Sensibilidade: Modos de Olhar para Dentro

No dia a dia do educativo de um Museu, durante a visitação, esperamos que o visitante se sinta estimulado a confrontar suas noções sobre arte, cultura, criatividade, diversão, conhecimento, etc, com outras visões de mundo e possibilidades de entendimento. Entretanto, para que essa tarefa seja realizada, precisamos deslocar o visitante de sua zona de conforto, para um lugar onde a certeza sobre esses conceitos encontra-se em suspensão. Portanto, buscamos despertar sua curiosidade a partir de reflexões que apontam outros caminhos para ler e interpretar as próprias experiências, provocando cada indivíduo que visita o museu a questionar, a partir da experiência museológica, aspectos relacionados à própria vida.

Nesse sentido, precisamos constantemente nos voltar para a atuação dos educadores no momento da mediação, pensando sua formação para além de seu repertório de conhecimento, criando estratégias para aperfeiçoar uma ferramenta extremamente eficaz para o desempenhar suas atividades: a sensibilidade. E esse é um texto sobre sensibilidade.

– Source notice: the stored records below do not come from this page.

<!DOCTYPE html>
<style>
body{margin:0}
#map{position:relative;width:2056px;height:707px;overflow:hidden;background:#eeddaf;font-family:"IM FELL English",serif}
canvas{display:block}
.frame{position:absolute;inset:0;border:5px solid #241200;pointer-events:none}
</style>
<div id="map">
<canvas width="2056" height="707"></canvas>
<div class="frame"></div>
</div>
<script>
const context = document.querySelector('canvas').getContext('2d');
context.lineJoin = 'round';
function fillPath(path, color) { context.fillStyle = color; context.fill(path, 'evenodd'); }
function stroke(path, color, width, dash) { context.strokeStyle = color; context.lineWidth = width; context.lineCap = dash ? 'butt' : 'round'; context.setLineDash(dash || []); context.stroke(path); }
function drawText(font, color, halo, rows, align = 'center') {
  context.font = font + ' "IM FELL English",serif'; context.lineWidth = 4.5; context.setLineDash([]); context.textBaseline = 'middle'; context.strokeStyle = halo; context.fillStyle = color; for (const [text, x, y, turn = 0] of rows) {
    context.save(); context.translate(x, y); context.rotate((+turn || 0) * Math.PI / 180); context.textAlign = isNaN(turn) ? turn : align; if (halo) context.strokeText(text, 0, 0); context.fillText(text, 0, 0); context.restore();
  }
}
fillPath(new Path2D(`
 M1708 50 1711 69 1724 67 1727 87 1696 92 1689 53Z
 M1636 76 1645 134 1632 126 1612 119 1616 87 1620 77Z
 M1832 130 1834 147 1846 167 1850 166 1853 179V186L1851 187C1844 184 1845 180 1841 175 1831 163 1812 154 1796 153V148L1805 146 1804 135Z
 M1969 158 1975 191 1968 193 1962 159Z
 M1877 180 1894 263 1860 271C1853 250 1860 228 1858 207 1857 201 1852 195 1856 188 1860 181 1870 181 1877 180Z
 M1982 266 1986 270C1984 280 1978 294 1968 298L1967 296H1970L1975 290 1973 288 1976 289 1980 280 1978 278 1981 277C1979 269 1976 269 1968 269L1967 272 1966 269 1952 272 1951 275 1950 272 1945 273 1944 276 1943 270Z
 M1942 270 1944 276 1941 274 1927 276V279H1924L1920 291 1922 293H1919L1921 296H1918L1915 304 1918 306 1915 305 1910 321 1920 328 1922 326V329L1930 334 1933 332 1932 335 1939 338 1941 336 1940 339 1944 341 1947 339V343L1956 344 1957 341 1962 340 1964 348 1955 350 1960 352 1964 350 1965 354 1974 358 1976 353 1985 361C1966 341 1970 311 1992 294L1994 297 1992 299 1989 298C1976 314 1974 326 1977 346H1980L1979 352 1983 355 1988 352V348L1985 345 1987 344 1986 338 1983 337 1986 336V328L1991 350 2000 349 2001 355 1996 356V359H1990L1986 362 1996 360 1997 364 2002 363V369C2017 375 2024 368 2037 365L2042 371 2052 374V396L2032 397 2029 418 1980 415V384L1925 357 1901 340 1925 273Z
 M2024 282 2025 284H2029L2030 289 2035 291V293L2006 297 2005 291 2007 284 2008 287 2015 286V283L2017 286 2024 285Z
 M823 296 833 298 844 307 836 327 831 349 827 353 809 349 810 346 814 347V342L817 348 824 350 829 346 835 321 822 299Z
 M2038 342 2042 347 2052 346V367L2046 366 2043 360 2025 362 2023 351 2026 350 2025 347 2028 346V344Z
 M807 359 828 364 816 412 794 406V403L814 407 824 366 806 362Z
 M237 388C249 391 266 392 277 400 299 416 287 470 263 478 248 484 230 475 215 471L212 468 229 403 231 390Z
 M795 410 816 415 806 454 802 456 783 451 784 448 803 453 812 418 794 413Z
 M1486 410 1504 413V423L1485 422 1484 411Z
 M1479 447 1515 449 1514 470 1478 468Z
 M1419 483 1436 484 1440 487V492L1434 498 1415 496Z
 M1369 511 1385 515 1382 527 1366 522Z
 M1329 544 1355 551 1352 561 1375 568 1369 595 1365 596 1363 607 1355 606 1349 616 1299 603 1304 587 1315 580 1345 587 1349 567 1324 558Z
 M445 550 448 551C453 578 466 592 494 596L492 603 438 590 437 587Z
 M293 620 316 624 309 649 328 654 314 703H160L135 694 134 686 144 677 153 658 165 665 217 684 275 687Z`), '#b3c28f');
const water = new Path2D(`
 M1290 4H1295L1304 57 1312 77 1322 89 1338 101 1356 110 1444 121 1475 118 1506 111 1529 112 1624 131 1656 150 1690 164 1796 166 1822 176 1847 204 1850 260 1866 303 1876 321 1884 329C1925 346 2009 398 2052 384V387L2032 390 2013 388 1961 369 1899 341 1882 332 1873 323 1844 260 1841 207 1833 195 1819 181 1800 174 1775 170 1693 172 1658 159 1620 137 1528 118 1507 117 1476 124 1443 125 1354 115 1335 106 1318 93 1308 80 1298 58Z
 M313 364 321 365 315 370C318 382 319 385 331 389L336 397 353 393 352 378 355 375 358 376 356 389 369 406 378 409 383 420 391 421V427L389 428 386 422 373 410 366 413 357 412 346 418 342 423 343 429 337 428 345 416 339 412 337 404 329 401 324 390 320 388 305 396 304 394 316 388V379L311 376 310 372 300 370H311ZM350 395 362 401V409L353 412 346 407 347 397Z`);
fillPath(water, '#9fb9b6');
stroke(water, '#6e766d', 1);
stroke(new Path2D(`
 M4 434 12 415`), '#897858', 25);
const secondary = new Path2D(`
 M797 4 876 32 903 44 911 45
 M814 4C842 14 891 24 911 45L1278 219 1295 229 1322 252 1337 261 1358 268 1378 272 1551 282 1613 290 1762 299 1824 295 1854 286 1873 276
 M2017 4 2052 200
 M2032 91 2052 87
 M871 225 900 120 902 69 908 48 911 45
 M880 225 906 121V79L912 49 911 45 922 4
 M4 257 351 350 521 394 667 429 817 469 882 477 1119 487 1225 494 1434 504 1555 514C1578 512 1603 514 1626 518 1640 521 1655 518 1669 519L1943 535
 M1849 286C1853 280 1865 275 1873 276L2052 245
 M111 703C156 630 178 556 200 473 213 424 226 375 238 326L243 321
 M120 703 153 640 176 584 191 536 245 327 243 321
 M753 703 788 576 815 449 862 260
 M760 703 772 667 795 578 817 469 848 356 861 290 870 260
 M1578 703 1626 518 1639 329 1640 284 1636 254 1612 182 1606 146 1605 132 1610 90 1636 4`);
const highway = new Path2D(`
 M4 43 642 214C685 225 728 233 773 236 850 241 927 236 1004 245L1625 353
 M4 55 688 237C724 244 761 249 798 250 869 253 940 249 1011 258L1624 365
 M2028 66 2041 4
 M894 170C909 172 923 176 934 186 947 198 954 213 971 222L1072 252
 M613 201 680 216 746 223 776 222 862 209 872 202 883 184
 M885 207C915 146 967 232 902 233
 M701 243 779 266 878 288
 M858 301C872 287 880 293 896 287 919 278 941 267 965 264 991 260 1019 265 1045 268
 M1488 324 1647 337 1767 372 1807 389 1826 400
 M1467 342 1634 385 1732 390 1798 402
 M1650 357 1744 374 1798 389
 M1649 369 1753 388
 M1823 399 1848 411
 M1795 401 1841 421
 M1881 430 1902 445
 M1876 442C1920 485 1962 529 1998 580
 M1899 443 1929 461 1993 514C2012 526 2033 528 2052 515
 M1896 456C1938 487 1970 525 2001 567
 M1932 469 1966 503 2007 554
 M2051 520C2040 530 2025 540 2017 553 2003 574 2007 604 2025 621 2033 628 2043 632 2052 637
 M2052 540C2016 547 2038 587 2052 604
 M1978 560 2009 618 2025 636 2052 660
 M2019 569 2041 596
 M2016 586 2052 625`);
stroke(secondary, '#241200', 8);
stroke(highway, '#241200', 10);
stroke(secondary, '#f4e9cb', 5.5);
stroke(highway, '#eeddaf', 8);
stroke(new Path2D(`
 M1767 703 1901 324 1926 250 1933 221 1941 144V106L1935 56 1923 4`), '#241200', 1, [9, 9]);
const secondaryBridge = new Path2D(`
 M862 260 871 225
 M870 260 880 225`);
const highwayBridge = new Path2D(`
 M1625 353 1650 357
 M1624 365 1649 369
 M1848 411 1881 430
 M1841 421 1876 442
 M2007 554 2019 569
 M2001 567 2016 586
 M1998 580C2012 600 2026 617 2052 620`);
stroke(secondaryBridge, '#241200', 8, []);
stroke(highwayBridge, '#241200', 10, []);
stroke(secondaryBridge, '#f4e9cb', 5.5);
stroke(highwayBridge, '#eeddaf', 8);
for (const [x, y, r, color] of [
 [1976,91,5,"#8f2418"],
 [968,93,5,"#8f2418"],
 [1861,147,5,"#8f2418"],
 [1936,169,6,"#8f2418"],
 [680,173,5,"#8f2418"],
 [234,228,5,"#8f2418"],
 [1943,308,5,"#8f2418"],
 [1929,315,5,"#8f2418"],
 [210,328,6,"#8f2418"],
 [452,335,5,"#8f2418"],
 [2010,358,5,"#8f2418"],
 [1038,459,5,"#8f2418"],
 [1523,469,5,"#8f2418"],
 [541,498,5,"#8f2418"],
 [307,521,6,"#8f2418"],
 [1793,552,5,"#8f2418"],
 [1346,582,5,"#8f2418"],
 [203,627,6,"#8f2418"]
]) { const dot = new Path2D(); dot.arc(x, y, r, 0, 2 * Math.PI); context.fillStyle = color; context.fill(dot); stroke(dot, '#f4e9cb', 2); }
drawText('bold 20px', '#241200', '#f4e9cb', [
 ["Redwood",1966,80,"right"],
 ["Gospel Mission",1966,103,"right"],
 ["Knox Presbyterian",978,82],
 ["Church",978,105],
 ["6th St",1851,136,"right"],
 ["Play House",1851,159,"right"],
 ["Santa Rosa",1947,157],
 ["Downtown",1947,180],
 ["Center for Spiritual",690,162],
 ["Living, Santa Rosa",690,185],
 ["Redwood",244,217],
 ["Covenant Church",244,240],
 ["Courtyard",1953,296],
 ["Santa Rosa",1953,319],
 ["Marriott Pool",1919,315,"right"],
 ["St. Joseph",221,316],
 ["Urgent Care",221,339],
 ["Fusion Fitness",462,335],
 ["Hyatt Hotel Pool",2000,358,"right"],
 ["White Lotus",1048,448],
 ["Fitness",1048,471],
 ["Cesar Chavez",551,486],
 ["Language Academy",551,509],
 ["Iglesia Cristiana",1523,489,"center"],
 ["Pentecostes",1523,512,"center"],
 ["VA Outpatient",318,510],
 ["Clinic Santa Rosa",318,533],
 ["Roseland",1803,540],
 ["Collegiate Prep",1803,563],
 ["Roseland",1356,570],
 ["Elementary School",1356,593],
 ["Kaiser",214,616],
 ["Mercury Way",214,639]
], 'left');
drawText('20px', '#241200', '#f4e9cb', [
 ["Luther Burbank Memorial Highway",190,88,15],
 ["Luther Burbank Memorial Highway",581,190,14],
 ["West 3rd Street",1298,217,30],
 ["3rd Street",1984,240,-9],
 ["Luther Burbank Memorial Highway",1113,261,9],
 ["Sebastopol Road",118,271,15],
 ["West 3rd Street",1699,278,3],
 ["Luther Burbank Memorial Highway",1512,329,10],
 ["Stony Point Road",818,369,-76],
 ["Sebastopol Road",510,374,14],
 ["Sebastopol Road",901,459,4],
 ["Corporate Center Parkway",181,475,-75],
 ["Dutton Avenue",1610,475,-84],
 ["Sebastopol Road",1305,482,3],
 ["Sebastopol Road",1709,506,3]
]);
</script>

Podemos dizer que a sensibilidade é responsável pelo potencial de interpretação e associação de nossa capacidade perceptiva sensorial. É uma característica humana, algo que nos difere como seres vivos em nosso processo cognitivo.

Se considerarmos que a consciência da própria existência é um avanço no que diz respeito à sensibilidade de um ser vivo, o homem pode ser analisado, a partir daí como ser ontológico, um ser sensível.

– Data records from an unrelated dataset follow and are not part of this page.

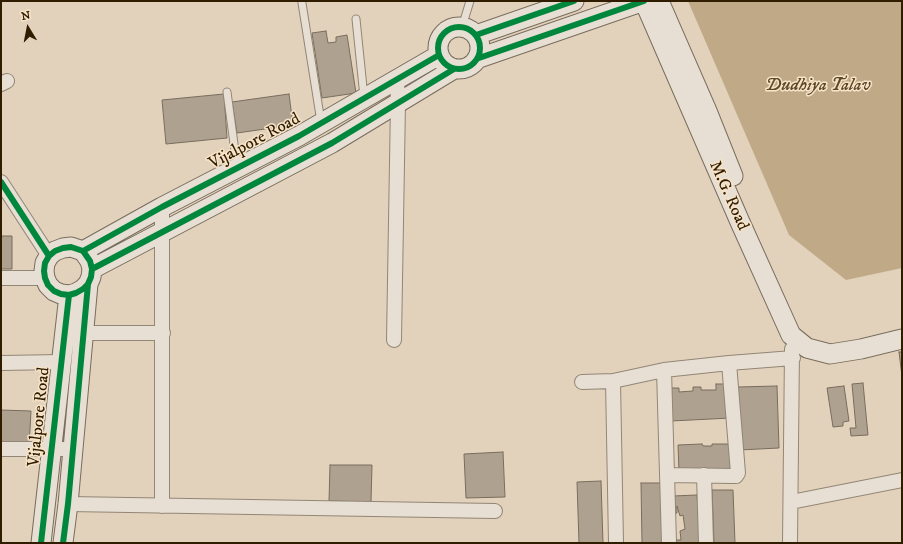 <!DOCTYPE html>
<style>
body{margin:0}
#map{position:relative;width:903px;height:544px;overflow:hidden;background:#e3d2bb;font-family:"IM FELL DW Pica",serif}
canvas{display:block}
.frame{position:absolute;inset:0;border:2px solid #301d00;pointer-events:none}
.north{position:absolute;left:8px;top:8px;width:40px;height:40px;-webkit-text-stroke:3px #f7e4c8;paint-order:stroke;rotate:350deg;font-size:11px;font-weight:700;line-height:16px;text-align:center;color:#301d00}
.north::after{content:'';display:block;margin:auto;width:14px;height:18px;background:#301d00;clip-path:polygon(50% 0,100% 100%,50% 72%,0 100%)}
</style>
<div id="map">
<canvas width="903" height="544"></canvas>
<div class="frame"></div>
<div class="north">N</div>
</div>
<script>
const context = document.querySelector('canvas').getContext('2d');
context.lineJoin = 'round';
function fillPath(path, color) {
  context.fillStyle = color;
  context.fill(path, 'evenodd');
}
function toPath(rows) {
  const path = new Path2D();
  for (const r of rows) {
    if (r.length === 3) {
      path.moveTo(r[0] + r[2], r[1]);
      path.arc(r[0], r[1], r[2], 0, 2 * Math.PI);
      continue;
    }
    path.moveTo(r[0], r[1]);
    for (let i = 2; i < r.length; i += 2) path.lineTo(r[i], r[i + 1]);
  }
  return path;
}
function strokePath(path, color, width, dash) {
  context.strokeStyle = color;
  context.lineWidth = width;
  context.lineCap = dash ? 'butt' : 'round';
  context.setLineDash(dash || []);
  context.stroke(path);
}
function label(font, color, halo, rows, align = 'center') {
  context.font = font + ' "IM FELL DW Pica",serif';
  context.lineWidth = 3;
  context.setLineDash([]);
  context.textBaseline = 'middle';
  context.strokeStyle = halo;
  context.fillStyle = color;
  for (const [text, x, y, turn = 0] of rows) {
    context.save();
    context.translate(x, y);
    context.rotate((+turn || 0) * Math.PI / 180);
    context.textAlign = isNaN(turn) ? turn : align;
    if (halo) context.strokeText(text, 0, 0);
    context.fillText(text, 0, 0);
    context.restore();
  }
}
fillPath(toPath([
 [688,1,902,1,902,268,846,280,789,235]
]), '#c0a987');
const building = toPath([
 [326,31,328,43,336,42,336,37,347,35,356,93,322,98,312,33,326,31],
 [224,94,227,138,166,144,162,100,224,94],
 [289,94,293,125,237,133,232,102,289,94],
 [1,236,12,236,12,269,1,269,1,236],
 [899,352,902,352,902,376,899,352],
 [863,383,868,435,851,436,850,428,856,428,852,384,863,383],
 [716,384,729,384,731,418,671,421,669,388,679,388,679,392,693,391,693,387,701,387,701,390,716,390,716,384],
 [777,386,779,448,739,450,737,387,777,386],
 [844,386,849,421,843,422,843,426,833,427,827,388,844,386],
 [1,410,31,411,29,448,1,447,1,410],
 [702,444,703,446,712,446,712,444,730,444,731,471,679,471,678,445,702,444],
 [503,452,505,497,466,498,464,454,503,452],
 [330,465,372,465,371,502,329,501,330,465],
 [601,481,603,543,579,543,577,482,601,481],
 [641,483,661,483,662,543,642,543,641,483],
 [712,490,733,490,735,543,714,543,712,490],
 [697,495,700,543,676,543,676,540,681,540,680,531,685,529,683,515,680,516,677,506,677,513,673,514,673,496,697,495]
]);
fillPath(building, '#aea190');
strokePath(building, '#786d5d', 1);
const service = toPath([
 [302,3,321,122],
 [356,19,364,97],
 [462,27,470,1],
 [227,92,237,166]
]);
const minor = toPath([
 [1,84,7,81],
 [1,182,49,256],
 [1,278,45,278],
 [84,333,163,333],
 [394,340,398,103,397,80],
 [1,363,61,362],
 [664,370,669,543],
 [613,381,616,543],
 [582,382,613,381,664,370,729,363,793,358],
 [1,449,73,449],
 [668,475,733,476,736,476,738,473,729,363],
 [704,475,706,543],
 [791,502,902,480],
 [68,504,495,511],
 [162,506,162,207],
 [790,543,792,349]
]);
const secondary = toPath([
 [644,1,740,222,791,335,807,348,830,354,861,349,902,339],
 [659,1,707,111,733,176],
 [459,48,21],
 [476,35,574,1],
 [479,58,644,1],
 [71,247,83,251,90,261,92,269,91,277,88,284,83,289,76,293,69,295,61,294,54,291,48,285,45,278,44,271,45,263,49,256,55,251,63,248,71,247],
 [83,251,162,207,299,136,439,55],
 [92,269,332,143,454,69],
 [41,543,69,295],
 [63,543,68,504,88,284]
]);
strokePath(service, '#928676', 9);
strokePath(minor, '#928676', 16);
strokePath(secondary, '#786d5d', 21);
strokePath(service, '#e7dfd3', 7);
strokePath(minor, '#e7dfd3', 14);
strokePath(secondary, '#e7dfd3', 19);
strokePath(toPath([
 [459,48,21],
 [476,35,574,1],
 [479,58,644,1],
 [1,182,49,256],
 [71,247,83,251,90,261,92,269,91,277,88,284,83,289,76,293,69,295,61,294,54,291,48,285,45,278,44,271,45,263,49,256,55,251,63,248,71,247],
 [83,251,162,207,299,136,439,55],
 [92,269,332,143,454,69],
 [41,543,69,295],
 [63,543,68,504,88,284]
]), '#00873e', 6);
label('17px', '#301d00', '#f7e4c8', [
 ["Vijalpore Road",255,142,-28],
 ["M.G. Road",728,196,66],
 ["Vijalpore Road",40,417,-84]
]);
label('italic 18px', '#5d4828', '#f7e4c8', [
 ["Dudhiya Talav",818,86]
]);
</script>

Não tenho a pretensão de entrar em detalhes acadêmicos ou expor conceitos filosóficos sobre a existência humana para falar de sensibilidade, mas algumas noções vão nos ajudar a entender a importância de ser e estar cada vez mais sensível para encarar um processo como a mediação.

Ao atuar como educador em espaços não formais de educação, encaramos a responsabilidade de exercer práticas políticas e práticas estéticas. No momento da mediação, é preciso compreender o visitante em sua complexidade, sua realidade intelectual, cotidiana e psicológica, encontrar pistas sobre seu repertório e seus interesses, para que a experiência de se visitar o espaço seja algo que fale também sobre as interseções com sua vida.

A mediação é um espaço aberto à partilha, passível de se tornar um lugar compartilhado. Conforme avançamos rumo à profundidade dos interesses do indivíduo que se submete à mediação, abrimos as portas de nossa percepção para interpretar os novos dados que se apresentam, assim, criamos um território onde o conhecimento partilhado constrói novas interpretações da realidade. Por isso a sensibilidade é tão importante.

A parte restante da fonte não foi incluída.